We need to. We need to allow men to have to have friendship.
[00:17:08] Speaker B: Yeah, that's. I mean, that's interesting. I think, like, I think that's true. I think there definitely are those kinds of stereotypes or cliches that. That inhibit men from having, like, the full range of emotions and attachments and expressions of, like, care for each other that women enjoy. I also think, like, there are other ways that men are socialized to be more isolated in addition to that, because I think that is true. I think that men are. In the United States, men are socialized to be winners. Right. Like, we're highly socialized to be competitive. Right. To the point where, like, I don't know that there are a more powerful set of spiritually formational rituals in the United States than sports. People are far more committed to sports in the United States than they are to any other religion. And I don't mean that as a judgment, but I do think we have been malformed in the United States by an ethic of competition. And that ethic of Competition is deeply attached to one's sense of self worth, to the point where, like, if you can't win literally in a competitive way in some arena, you don't have to win in every arena. But we definitely admire you more if you win in more arenas of competition. Right? And in that sort of fundamental, like, extraordinarily high value for winning, we excuse a great deal of terrible behavior. In fact, within the rules of those games, behavior that would be considered immoral or unethical outside the rules of those games are rewarded.

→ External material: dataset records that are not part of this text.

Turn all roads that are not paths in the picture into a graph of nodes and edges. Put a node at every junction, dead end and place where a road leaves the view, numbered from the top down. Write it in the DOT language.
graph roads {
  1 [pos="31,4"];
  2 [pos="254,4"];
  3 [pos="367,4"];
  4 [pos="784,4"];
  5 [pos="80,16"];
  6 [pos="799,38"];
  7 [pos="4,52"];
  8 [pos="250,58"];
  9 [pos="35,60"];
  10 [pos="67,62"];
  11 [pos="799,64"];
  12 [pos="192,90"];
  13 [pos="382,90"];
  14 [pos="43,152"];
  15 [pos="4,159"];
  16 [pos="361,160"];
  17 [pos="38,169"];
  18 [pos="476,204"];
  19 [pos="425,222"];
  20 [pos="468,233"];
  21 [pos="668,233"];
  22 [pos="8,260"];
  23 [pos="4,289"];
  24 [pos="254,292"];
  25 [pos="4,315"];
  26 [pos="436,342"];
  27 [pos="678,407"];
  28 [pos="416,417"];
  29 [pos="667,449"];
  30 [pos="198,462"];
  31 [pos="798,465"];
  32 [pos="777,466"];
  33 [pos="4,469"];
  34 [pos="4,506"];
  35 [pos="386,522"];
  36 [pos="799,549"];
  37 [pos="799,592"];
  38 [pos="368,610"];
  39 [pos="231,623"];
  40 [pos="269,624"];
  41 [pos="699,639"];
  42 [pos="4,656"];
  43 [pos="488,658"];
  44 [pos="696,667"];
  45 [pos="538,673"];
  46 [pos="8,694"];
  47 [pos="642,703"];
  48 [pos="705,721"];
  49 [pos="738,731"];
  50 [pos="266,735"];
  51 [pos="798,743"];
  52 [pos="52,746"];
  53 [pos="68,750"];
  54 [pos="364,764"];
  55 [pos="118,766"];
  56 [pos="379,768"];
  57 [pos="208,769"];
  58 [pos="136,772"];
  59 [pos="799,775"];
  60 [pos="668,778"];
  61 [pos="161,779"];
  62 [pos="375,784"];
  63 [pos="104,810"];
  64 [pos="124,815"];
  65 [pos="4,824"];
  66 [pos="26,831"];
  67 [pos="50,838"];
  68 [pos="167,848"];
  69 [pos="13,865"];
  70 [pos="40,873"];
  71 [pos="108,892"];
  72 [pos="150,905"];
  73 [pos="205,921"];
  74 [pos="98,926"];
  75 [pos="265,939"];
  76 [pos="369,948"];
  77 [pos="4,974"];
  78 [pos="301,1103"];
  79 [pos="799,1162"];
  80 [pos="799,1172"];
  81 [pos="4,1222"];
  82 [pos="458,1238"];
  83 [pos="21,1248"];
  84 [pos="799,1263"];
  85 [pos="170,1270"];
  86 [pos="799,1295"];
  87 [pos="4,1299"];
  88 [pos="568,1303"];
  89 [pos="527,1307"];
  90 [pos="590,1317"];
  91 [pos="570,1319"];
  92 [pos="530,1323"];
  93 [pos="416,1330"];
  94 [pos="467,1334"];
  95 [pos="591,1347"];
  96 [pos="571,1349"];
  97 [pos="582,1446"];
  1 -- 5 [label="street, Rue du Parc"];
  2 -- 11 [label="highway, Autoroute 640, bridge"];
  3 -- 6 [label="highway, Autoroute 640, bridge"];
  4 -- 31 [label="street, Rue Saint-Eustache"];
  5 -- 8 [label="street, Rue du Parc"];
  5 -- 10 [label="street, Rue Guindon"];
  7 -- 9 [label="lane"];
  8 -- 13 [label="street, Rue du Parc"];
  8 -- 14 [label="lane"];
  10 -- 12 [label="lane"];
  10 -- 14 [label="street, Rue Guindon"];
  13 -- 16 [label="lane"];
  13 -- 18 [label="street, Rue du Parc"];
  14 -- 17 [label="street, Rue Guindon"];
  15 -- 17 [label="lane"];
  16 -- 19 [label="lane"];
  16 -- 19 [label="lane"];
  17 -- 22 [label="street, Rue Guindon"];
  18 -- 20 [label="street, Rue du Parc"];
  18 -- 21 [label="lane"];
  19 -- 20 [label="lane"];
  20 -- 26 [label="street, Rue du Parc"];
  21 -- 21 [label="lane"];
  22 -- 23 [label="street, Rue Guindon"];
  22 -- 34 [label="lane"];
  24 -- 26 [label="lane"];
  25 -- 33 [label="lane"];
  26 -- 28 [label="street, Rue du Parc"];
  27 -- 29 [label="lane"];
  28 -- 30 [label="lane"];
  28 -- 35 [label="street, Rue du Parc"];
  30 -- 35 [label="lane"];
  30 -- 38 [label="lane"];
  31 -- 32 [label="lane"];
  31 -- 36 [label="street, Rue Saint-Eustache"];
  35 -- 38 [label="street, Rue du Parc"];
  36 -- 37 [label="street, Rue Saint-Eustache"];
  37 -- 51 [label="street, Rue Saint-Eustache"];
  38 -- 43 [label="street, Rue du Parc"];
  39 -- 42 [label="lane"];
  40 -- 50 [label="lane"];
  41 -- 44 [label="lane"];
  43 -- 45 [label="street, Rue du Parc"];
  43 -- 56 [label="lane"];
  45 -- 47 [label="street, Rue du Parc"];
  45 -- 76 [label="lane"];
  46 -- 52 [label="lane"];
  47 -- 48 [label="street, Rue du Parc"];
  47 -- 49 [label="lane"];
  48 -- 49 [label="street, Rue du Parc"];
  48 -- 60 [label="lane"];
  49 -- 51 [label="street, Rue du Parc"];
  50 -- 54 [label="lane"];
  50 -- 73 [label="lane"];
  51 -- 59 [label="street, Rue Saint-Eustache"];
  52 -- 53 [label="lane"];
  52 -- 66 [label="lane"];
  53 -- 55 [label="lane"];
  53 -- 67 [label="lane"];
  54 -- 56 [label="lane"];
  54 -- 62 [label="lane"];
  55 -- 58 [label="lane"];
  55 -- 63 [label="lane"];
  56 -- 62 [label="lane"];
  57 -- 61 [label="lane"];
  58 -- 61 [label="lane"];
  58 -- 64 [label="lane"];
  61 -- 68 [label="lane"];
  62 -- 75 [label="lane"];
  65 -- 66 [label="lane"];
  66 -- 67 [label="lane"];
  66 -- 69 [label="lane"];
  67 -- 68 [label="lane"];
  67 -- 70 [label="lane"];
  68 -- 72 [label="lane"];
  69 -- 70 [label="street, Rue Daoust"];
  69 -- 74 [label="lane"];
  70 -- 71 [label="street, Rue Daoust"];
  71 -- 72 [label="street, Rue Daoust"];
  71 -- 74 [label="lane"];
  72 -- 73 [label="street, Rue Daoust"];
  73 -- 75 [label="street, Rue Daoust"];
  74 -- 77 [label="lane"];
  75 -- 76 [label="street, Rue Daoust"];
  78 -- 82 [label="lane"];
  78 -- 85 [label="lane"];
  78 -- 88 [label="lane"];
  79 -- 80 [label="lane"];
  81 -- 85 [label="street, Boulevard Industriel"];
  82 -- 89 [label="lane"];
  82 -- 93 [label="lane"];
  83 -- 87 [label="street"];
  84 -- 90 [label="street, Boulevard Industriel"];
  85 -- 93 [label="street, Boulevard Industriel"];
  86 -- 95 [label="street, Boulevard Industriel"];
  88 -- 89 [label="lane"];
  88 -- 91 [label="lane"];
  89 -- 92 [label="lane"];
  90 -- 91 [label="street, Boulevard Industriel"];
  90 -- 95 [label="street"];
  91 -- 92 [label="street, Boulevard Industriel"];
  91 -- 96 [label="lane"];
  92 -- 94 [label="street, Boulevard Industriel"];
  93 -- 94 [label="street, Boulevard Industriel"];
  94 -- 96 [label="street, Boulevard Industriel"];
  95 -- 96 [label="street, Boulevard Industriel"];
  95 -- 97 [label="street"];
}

And then those same sort of rules of competition are extended to business and career and even family life, to the extent that family life gets played out in suburban neighborhoods where your conspicuous displays of wealth affirm that you are a winner.
And I think, like, that narrative, like, I don't think there is one narrative that explains the Trump phenomenon, but if there's a narrative that explains most of it, I think it's that that Trump is perceived to be a winner by those who believe that winning has nothing to do whatsoever with being a moral or ethical person, that all rules of morality and ethics are suspended within the boundaries of the game. And so all that matters is winning. I will say that that is how men are socialized. And I would argue that even now, women aren't really socialized that way in the United States. I think that there's an effort to open those spaces up to women. And I find that in some ways ironic because.
Not that. And I think women should be able to compete in any arena that they want to. I'm as feminist as it gets.
I think I'm pretty feminist. I have three daughters. And so I'm very committed to feminist ideals. But I also think. I don't know how healthy it is for us to take an unhealthy social model of masculinity and then, like, encourage women to fulfill that.
[00:20:39] Speaker A: That's not really feminist.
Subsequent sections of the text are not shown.